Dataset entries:
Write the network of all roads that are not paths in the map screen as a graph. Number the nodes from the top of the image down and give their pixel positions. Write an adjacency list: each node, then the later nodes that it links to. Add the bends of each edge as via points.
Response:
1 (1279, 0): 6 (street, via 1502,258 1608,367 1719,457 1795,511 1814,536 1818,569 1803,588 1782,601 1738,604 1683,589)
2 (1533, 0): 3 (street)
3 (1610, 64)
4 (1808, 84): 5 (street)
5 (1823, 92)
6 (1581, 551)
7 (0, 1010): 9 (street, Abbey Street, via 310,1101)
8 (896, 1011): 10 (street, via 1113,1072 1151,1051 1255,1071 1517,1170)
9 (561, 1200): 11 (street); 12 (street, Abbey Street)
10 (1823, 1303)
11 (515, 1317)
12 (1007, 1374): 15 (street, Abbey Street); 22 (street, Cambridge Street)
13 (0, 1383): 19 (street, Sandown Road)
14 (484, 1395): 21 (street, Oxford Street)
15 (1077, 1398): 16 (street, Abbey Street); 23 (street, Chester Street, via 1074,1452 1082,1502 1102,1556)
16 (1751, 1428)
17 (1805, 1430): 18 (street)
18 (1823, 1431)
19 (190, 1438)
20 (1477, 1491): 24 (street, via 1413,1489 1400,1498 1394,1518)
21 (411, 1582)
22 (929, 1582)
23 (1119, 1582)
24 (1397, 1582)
...
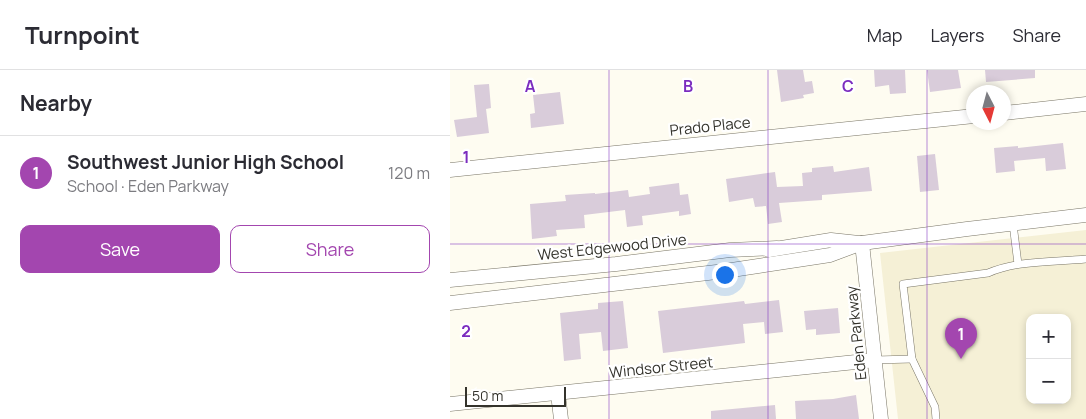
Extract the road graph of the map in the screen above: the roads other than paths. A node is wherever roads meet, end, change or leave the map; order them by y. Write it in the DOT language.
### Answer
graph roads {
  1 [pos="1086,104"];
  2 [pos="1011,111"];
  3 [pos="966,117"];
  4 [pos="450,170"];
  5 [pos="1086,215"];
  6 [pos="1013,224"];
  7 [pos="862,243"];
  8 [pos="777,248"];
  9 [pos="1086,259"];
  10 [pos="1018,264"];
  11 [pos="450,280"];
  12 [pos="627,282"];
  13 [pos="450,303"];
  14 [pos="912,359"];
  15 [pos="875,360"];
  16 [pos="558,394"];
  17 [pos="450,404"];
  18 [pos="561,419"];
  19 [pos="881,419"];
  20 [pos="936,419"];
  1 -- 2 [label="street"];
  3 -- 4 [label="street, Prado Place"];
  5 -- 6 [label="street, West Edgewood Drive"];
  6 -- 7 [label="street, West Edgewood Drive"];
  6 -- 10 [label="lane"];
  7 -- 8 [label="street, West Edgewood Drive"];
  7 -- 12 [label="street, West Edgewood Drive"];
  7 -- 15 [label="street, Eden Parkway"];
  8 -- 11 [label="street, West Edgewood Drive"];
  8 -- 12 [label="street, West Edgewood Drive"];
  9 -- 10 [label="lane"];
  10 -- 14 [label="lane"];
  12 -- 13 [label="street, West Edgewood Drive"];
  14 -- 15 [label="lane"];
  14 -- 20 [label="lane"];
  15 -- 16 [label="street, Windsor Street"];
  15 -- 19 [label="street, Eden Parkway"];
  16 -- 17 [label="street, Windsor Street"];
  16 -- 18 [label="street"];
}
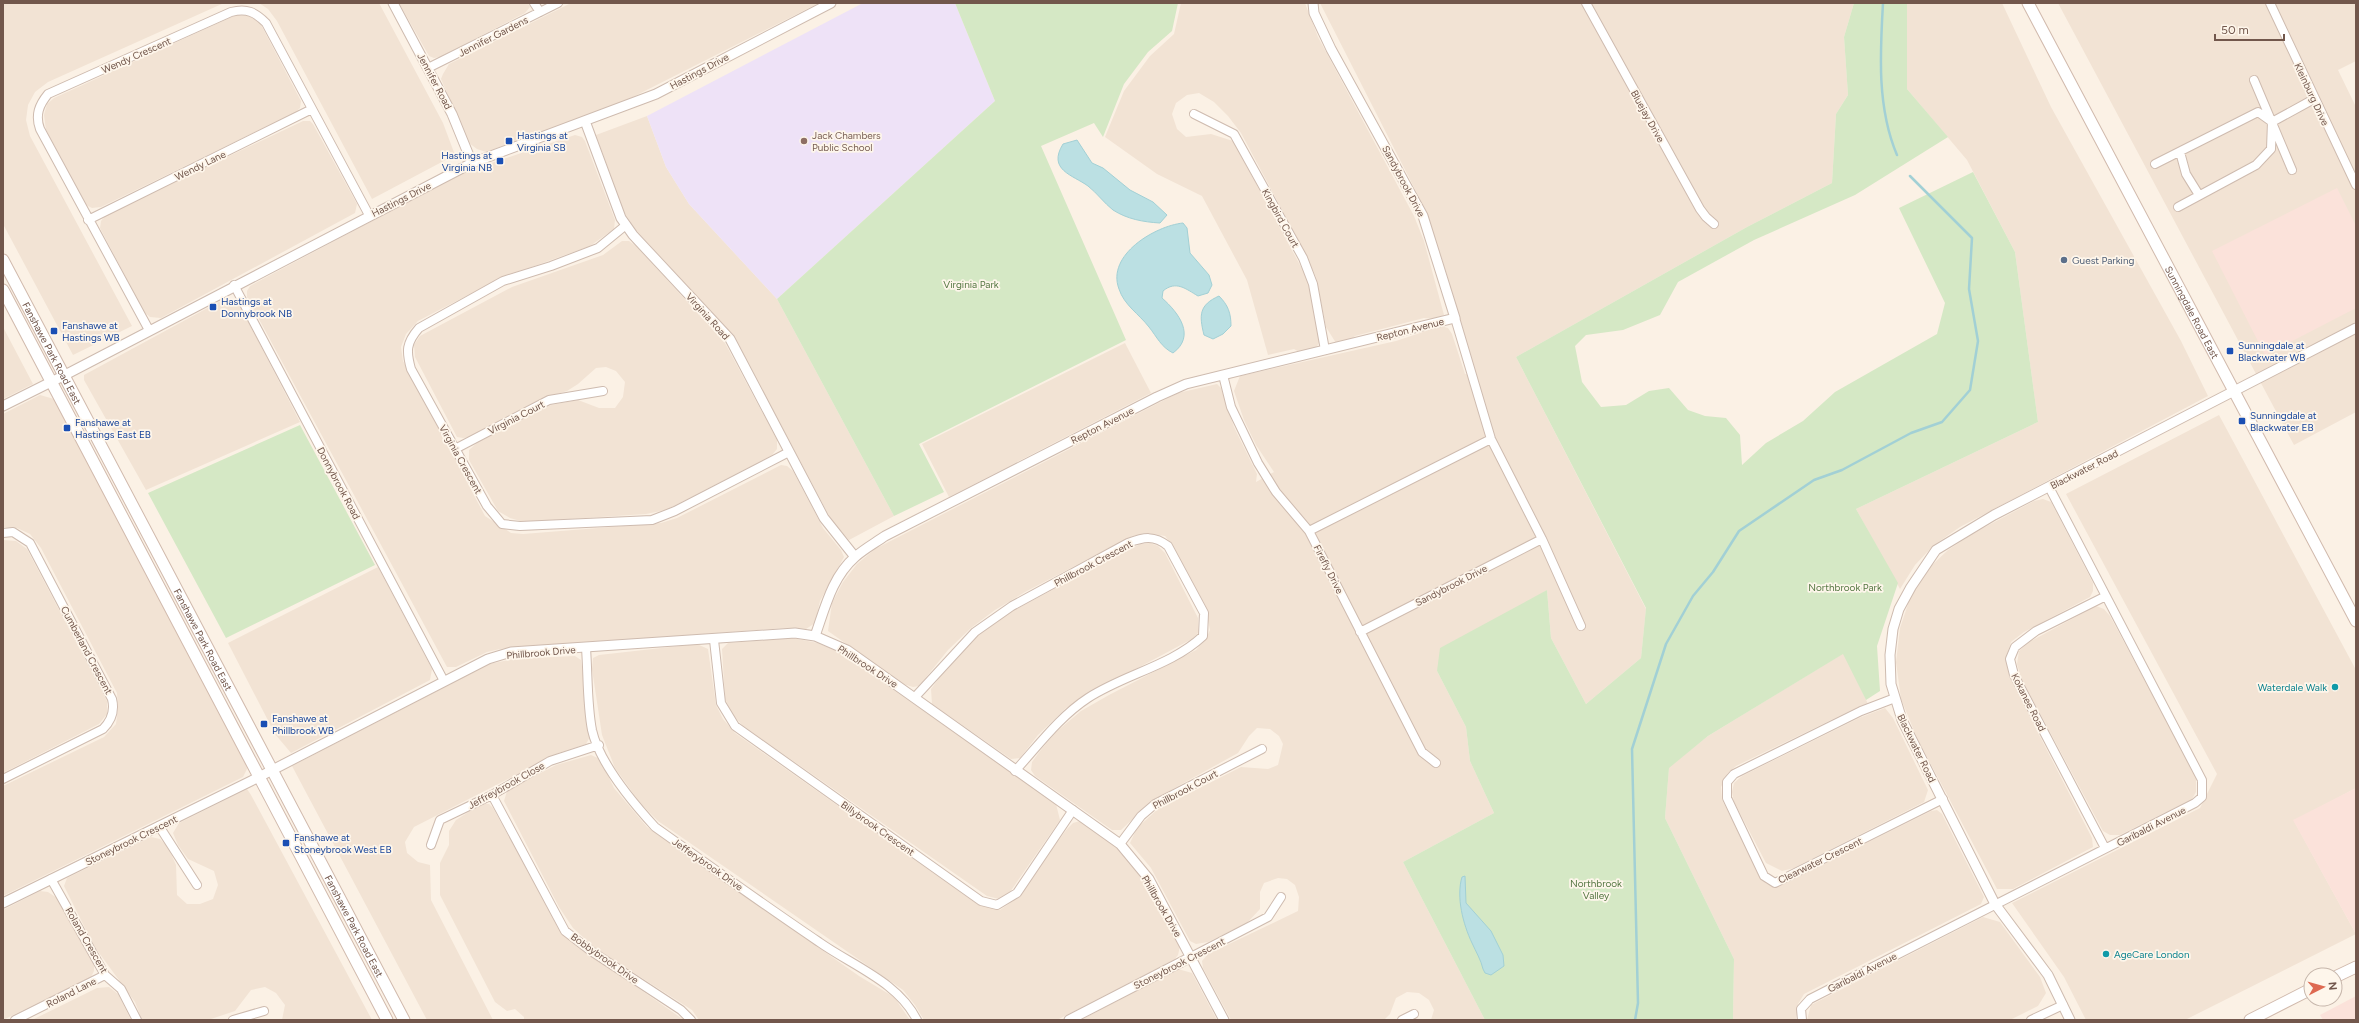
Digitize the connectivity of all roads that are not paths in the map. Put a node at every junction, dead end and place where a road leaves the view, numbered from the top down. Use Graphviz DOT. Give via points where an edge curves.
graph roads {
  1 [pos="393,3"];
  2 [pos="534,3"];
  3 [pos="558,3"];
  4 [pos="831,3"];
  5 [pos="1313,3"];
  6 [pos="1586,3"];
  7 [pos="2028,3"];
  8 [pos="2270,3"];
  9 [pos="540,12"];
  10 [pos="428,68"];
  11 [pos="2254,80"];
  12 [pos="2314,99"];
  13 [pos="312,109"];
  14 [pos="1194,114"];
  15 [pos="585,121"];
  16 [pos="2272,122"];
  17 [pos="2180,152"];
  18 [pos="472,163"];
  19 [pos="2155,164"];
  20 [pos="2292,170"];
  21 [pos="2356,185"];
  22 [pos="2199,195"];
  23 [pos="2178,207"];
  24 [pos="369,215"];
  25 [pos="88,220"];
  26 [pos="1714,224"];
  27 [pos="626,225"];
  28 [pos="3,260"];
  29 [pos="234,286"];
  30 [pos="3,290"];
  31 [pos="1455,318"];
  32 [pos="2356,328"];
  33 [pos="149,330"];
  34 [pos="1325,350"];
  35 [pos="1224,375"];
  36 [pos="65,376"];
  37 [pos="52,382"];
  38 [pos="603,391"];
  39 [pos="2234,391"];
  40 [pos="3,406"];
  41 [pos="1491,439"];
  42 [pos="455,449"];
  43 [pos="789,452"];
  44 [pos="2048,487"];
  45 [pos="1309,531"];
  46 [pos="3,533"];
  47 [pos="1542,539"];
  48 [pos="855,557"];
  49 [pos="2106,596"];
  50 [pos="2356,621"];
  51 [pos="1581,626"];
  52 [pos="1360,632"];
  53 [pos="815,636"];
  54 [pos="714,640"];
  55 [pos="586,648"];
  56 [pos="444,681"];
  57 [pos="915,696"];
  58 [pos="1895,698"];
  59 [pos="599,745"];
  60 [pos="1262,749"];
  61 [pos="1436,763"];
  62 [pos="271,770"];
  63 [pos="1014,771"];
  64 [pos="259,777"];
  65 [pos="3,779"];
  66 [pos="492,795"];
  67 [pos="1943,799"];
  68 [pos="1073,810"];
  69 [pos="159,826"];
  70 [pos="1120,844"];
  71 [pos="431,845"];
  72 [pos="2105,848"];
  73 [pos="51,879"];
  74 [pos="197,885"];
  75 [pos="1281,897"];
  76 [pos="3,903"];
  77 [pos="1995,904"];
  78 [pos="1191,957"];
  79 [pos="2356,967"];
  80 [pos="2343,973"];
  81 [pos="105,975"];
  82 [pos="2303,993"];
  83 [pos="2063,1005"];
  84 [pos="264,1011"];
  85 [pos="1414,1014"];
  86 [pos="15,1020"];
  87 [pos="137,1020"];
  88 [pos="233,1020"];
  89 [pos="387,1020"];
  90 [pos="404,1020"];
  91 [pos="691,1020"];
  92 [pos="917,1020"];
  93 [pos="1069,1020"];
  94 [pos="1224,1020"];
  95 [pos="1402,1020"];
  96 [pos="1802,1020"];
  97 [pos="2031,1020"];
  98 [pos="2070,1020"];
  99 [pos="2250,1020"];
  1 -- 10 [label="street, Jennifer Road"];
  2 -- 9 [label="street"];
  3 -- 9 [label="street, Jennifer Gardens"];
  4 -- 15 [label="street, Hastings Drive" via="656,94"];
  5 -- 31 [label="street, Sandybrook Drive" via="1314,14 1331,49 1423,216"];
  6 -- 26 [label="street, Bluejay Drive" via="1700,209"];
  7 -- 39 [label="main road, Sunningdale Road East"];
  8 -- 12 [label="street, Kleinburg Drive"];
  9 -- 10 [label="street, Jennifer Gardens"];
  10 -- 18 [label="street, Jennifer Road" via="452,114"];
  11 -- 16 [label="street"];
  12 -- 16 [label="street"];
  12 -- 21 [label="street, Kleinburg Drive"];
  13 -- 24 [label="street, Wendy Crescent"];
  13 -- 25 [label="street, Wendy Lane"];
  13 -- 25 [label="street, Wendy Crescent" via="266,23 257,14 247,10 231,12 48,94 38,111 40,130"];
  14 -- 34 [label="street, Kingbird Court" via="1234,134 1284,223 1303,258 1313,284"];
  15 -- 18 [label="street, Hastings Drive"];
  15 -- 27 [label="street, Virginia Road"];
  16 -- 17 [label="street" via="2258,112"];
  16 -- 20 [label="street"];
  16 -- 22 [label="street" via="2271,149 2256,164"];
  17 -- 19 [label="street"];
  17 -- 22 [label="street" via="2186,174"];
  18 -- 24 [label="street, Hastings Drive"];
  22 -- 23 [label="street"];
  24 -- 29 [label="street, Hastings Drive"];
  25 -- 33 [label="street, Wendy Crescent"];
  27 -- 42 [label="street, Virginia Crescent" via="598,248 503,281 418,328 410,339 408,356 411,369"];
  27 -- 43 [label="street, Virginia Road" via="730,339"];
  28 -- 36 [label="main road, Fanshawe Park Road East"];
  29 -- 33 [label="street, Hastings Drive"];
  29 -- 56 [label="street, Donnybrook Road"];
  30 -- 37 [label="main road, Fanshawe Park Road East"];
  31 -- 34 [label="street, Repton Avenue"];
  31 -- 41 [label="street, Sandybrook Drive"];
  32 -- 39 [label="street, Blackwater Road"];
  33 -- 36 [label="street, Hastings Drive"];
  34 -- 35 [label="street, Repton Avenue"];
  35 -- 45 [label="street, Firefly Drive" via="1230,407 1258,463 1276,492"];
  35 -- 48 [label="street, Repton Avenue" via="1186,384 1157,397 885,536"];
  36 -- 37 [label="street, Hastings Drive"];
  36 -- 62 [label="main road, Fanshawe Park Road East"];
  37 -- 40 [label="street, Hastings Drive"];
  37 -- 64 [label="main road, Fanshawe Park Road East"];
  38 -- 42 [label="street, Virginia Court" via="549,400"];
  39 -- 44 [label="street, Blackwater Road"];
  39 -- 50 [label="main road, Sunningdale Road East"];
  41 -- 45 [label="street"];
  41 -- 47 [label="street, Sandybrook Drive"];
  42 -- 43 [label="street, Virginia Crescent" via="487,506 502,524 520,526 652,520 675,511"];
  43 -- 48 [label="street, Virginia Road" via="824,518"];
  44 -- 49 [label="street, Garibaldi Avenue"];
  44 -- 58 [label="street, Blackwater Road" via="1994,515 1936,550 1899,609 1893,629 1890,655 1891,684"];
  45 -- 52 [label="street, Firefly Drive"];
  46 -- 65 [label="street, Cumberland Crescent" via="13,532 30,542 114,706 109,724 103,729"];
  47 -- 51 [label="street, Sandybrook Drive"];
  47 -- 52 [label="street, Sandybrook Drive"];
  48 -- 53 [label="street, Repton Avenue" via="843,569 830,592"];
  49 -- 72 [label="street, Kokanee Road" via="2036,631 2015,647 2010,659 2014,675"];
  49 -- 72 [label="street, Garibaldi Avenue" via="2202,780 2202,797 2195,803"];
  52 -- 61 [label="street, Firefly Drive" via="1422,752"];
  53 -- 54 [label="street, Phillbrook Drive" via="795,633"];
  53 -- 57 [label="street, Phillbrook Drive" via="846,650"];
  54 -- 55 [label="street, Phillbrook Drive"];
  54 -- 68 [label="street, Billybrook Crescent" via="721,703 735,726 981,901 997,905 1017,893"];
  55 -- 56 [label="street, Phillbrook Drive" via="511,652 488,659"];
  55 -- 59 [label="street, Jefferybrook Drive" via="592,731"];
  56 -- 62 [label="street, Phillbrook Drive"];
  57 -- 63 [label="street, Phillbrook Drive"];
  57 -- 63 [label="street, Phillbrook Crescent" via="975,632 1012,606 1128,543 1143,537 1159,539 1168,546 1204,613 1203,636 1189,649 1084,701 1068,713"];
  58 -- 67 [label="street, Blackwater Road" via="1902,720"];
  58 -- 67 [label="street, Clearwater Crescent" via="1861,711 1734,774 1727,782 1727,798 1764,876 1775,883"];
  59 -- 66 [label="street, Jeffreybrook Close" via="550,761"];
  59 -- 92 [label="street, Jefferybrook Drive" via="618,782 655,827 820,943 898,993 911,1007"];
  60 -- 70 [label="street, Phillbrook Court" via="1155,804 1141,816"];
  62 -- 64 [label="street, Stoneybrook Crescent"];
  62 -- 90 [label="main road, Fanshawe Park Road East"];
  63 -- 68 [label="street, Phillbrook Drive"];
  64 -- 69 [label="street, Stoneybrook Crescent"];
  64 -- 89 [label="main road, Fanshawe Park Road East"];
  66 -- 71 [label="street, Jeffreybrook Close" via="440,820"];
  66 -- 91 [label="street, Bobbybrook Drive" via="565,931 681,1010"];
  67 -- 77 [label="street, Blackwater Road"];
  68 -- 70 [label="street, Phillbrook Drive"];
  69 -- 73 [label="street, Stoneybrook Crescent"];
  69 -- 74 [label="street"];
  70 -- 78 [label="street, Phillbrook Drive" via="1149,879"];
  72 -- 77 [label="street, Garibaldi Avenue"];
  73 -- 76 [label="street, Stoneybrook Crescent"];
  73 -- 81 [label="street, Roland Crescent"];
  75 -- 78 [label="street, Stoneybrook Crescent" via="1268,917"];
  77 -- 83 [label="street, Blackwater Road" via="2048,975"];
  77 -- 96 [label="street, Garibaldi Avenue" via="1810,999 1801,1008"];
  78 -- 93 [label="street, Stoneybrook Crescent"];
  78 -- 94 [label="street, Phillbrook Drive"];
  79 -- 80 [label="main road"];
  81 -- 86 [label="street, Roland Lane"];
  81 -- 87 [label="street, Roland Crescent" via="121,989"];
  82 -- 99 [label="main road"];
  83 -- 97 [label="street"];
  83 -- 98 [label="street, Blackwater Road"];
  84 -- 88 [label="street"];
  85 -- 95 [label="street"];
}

Task item –
When a line in the data above contains the string "screen", copy that line.

Response to this task –
Write the network of all roads that are not paths in the map screen as a graph. Number the nodes from the top of the image down and give their pixel positions. Write an adjacency list: each node, then the later nodes that it links to. Add the bends of each edge as via points.
Extract the road graph of the map in the screen above: the roads other than paths. A node is wherever roads meet, end, change or leave the map; order them by y. Write it in the DOT language.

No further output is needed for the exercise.